The ECCC graphically demonstrates the problems in using ‘justice’ to achieve social or political aims, whether they be ‘resolution’ for the Cambodian people or local judicial reform. But true justice is more than a public relations exercise. Any war-crimes tribunal that is yoked to a political agenda, however noble or high-minded, is of questionable legitimacy. In this context, the legal purism of the UN and human rights NGOs starts to look less like a concern for the quality of the trial process and more like a case of Western vanity and self-aggrandisement again delaying the arrival of justice in Cambodia.

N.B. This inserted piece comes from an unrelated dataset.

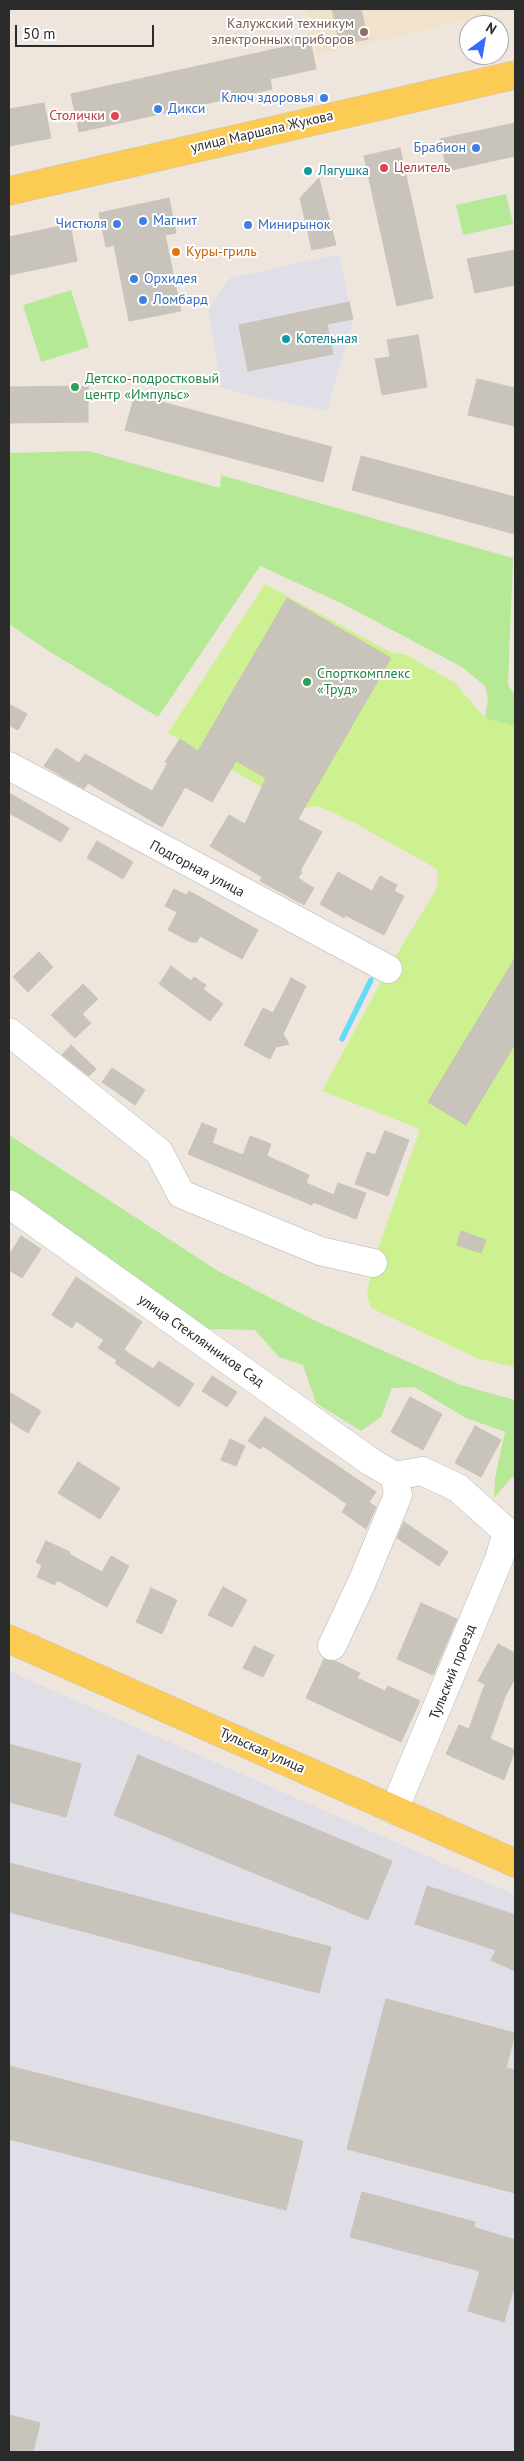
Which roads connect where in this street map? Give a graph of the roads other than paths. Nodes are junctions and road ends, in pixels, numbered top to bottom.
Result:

For all its hype, the UN-backed tribunal process is yet to deliver any tangible results, and whether it will manage to beat the remaining Khmer Rouge leadership to the grave is increasingly uncertain. But as the clock runs down, any measure of justice, even if it is not the ‘sanctioned’ justice of the international community, is surely better than the impunity of the present.